- THE PROBLEM -
In the records below, which lines include "Oito"? Copy them.

- WORKING DATA -
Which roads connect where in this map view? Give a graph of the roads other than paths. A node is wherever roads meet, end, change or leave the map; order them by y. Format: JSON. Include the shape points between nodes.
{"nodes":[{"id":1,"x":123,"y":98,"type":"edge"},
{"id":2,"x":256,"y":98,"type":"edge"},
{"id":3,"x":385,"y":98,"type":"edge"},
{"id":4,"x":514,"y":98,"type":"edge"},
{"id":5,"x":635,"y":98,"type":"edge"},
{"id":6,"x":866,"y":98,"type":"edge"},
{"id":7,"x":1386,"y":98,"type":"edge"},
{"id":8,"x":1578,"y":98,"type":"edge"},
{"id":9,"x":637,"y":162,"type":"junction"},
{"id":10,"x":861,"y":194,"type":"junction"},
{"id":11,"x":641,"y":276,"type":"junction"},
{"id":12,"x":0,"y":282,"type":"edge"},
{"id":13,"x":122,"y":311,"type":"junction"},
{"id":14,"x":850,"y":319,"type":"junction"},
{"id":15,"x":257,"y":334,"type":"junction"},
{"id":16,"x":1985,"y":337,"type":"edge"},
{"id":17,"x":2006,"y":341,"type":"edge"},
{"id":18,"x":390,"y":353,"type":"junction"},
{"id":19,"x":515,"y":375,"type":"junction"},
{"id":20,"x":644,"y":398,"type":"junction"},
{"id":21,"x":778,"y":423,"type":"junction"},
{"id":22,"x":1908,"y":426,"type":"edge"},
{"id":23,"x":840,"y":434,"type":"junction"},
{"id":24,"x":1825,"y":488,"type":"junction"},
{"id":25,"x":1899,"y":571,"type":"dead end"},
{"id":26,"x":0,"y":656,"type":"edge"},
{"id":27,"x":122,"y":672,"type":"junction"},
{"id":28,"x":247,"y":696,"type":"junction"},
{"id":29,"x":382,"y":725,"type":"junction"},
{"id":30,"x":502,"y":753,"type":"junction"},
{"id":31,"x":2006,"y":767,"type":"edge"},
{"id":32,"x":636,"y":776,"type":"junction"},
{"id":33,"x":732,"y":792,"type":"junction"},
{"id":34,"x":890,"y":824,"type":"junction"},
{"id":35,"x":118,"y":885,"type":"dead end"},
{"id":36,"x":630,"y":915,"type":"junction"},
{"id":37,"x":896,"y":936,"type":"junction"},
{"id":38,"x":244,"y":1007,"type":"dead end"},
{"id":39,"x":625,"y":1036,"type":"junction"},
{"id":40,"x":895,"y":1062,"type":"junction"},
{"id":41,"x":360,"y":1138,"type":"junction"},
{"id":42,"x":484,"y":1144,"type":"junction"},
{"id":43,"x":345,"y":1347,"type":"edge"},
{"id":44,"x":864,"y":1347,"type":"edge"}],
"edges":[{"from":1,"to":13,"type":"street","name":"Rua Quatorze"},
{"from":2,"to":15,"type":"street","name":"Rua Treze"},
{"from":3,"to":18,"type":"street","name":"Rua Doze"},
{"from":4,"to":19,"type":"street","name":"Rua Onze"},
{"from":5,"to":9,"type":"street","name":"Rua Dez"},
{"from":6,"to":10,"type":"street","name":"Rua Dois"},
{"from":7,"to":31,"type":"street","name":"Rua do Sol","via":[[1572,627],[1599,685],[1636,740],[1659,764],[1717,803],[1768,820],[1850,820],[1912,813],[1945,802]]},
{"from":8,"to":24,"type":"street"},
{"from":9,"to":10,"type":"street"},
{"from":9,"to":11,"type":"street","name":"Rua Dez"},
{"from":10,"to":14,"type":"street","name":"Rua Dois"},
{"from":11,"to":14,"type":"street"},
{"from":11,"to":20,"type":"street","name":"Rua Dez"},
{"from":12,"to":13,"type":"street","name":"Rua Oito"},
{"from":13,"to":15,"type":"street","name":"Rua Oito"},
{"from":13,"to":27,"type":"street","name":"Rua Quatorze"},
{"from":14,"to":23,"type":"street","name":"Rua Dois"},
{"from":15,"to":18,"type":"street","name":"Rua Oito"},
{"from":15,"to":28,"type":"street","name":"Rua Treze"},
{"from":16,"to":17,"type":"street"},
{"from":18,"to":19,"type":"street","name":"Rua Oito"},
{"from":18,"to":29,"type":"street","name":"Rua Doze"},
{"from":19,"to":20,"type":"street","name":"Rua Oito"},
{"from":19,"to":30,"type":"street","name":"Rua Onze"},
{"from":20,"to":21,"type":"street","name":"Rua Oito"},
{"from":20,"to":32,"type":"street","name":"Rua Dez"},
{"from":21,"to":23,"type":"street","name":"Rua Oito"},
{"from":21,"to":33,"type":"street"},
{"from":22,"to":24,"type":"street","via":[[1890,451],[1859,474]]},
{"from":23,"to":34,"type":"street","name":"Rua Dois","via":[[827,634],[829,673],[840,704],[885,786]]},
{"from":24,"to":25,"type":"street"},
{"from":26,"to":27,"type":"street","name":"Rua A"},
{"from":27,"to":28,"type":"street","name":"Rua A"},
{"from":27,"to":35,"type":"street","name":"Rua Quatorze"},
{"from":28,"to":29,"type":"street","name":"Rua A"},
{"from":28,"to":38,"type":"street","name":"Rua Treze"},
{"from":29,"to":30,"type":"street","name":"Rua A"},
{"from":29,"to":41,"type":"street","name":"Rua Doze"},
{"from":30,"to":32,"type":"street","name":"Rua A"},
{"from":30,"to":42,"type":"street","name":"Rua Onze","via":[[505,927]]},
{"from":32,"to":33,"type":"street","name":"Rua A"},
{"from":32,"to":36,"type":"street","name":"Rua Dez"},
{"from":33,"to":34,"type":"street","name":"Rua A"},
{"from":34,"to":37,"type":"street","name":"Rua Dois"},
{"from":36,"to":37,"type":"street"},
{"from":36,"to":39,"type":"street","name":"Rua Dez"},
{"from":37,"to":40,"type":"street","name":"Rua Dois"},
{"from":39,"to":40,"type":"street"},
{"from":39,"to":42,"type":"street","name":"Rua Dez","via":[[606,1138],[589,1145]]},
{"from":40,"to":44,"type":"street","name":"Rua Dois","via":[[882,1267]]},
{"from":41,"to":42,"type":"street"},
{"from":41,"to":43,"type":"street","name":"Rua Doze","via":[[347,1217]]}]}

- SOLUTION -
{"from":12,"to":13,"type":"street","name":"Rua Oito"},
{"from":13,"to":15,"type":"street","name":"Rua Oito"},
{"from":15,"to":18,"type":"street","name":"Rua Oito"},
{"from":18,"to":19,"type":"street","name":"Rua Oito"},
{"from":19,"to":20,"type":"street","name":"Rua Oito"},
{"from":20,"to":21,"type":"street","name":"Rua Oito"},
{"from":21,"to":23,"type":"street","name":"Rua Oito"},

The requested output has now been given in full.